> **WORK INSTRUCTIONS**
Report only the number of lines below in which the string "Berryhill" appears.

> **SUPPLIED INFORMATION**
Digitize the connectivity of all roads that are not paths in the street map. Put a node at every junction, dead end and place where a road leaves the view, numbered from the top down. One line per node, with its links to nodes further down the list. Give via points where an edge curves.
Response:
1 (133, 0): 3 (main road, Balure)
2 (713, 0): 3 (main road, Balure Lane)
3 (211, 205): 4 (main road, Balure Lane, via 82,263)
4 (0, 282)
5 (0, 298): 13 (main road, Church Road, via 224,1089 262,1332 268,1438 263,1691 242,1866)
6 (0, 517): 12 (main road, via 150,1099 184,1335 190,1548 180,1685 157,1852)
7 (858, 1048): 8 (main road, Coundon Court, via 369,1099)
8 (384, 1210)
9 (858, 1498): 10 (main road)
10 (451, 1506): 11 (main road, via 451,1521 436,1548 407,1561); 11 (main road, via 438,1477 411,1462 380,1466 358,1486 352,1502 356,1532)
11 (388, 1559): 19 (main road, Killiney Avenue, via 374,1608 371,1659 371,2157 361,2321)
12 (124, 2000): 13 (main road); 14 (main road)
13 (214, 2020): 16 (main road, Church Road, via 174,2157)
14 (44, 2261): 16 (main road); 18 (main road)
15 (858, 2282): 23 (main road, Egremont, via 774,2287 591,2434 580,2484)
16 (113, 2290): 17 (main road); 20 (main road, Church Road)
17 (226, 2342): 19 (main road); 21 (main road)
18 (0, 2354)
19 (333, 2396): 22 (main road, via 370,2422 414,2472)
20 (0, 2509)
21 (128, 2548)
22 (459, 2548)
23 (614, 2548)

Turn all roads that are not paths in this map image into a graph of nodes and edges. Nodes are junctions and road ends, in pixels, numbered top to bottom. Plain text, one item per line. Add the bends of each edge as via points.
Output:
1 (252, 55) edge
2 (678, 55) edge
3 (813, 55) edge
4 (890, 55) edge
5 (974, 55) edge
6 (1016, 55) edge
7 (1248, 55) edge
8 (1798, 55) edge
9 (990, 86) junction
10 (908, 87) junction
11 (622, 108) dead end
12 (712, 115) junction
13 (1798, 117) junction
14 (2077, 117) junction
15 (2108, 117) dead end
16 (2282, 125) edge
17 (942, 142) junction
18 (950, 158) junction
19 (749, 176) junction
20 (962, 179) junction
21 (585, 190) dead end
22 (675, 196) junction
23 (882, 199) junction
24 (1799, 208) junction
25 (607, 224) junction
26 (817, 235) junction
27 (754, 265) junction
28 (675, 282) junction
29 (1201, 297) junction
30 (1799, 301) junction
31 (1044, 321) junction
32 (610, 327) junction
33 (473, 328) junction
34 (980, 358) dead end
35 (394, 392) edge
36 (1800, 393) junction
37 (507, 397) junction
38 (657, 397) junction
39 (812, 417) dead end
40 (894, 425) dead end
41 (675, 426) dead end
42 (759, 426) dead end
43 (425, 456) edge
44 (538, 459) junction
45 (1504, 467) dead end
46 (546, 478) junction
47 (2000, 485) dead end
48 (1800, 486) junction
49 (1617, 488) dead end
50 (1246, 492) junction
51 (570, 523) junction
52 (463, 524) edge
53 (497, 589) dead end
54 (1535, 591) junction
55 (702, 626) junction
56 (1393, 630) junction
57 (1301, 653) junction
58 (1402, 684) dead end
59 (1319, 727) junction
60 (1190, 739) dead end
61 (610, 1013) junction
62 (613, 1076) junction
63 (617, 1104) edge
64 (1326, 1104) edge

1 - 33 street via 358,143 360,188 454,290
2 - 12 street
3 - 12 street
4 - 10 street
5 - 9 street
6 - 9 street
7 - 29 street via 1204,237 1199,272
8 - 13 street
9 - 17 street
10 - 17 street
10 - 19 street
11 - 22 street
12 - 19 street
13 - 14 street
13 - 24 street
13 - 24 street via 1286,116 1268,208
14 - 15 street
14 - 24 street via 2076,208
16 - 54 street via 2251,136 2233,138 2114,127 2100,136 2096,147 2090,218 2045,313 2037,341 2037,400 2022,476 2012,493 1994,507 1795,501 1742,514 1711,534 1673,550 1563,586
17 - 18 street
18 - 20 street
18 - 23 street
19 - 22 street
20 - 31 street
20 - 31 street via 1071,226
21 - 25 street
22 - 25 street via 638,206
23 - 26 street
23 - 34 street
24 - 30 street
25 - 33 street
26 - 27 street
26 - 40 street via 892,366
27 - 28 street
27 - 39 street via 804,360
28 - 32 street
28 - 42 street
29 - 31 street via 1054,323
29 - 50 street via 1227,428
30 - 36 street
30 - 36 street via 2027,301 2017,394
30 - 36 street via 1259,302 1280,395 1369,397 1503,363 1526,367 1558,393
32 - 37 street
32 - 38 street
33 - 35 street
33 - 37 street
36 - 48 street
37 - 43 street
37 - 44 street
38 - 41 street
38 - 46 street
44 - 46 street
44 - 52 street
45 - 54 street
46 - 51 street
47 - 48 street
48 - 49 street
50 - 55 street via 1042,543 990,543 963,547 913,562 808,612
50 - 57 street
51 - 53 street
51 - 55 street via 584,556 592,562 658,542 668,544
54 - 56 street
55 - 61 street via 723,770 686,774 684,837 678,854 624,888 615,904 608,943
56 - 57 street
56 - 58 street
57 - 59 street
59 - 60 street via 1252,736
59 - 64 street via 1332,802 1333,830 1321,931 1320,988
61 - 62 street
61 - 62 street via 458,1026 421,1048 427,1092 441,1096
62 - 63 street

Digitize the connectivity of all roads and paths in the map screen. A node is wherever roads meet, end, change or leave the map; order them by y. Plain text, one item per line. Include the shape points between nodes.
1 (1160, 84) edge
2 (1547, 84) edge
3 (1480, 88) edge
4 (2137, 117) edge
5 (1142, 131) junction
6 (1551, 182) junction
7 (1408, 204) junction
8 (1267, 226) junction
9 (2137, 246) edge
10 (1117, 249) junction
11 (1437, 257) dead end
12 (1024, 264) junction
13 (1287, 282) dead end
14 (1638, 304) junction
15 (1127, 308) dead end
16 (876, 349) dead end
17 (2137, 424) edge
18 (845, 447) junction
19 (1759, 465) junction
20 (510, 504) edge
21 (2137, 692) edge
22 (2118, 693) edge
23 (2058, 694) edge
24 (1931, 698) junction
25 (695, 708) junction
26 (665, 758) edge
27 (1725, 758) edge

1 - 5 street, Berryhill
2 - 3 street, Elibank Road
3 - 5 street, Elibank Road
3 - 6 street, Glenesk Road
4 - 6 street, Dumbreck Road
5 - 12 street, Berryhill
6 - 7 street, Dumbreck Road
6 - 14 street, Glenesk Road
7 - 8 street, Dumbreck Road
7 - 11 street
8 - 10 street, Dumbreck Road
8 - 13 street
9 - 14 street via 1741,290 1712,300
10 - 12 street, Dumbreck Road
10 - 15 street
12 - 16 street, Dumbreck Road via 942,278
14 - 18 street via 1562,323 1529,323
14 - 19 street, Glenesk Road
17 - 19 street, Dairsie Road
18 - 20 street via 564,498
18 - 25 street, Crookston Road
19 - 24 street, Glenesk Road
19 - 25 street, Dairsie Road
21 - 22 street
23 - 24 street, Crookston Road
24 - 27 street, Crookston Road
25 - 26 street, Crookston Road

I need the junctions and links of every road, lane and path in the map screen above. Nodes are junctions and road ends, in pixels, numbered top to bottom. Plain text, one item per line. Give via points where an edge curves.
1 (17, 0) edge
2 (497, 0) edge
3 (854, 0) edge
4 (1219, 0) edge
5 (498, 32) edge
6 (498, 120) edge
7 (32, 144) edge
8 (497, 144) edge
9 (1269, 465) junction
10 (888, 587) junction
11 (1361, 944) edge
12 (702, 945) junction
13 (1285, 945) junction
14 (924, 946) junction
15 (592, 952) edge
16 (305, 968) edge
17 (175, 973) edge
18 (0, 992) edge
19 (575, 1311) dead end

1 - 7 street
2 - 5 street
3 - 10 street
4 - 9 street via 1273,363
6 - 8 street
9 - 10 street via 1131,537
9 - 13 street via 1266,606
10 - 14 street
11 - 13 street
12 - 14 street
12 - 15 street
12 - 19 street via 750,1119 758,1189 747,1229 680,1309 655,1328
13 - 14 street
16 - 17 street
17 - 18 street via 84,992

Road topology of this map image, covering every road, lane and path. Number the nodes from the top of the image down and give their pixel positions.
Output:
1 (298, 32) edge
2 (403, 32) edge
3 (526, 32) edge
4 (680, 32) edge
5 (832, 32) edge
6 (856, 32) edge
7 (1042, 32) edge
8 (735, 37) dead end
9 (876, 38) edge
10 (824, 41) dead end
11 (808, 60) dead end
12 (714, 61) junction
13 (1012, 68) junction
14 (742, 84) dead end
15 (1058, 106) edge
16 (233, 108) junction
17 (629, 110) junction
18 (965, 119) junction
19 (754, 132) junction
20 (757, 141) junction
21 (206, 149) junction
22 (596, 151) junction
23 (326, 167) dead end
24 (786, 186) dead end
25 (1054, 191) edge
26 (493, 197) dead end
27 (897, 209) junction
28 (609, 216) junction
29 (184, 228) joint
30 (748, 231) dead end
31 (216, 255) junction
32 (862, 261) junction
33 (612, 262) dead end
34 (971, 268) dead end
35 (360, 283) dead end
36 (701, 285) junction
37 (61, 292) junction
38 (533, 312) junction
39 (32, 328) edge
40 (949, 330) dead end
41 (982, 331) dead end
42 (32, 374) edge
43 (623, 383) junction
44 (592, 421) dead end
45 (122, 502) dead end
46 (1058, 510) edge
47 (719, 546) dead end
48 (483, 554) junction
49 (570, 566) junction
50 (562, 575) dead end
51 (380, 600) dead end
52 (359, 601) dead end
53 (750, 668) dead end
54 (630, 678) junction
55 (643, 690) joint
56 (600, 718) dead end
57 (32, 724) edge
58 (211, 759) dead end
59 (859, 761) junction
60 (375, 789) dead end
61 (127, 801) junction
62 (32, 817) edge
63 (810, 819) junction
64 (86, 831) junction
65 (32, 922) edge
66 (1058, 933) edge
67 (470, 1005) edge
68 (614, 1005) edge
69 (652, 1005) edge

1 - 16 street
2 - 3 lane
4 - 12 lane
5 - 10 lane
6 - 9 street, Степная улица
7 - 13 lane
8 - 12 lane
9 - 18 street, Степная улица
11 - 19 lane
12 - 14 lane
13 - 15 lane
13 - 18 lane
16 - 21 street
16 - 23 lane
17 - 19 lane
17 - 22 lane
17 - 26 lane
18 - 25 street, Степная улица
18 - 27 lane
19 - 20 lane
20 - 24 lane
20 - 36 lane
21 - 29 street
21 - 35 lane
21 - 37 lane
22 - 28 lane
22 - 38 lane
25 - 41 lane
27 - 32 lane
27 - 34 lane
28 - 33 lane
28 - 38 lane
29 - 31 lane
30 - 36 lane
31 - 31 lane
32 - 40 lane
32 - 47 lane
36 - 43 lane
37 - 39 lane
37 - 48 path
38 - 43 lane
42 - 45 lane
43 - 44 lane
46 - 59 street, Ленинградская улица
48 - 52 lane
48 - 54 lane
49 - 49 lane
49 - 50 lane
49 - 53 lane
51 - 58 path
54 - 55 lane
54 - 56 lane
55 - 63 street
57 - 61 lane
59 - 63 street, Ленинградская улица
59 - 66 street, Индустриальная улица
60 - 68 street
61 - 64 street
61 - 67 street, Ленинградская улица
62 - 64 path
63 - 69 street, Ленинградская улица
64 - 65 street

> **EXERCISE RESULT**
2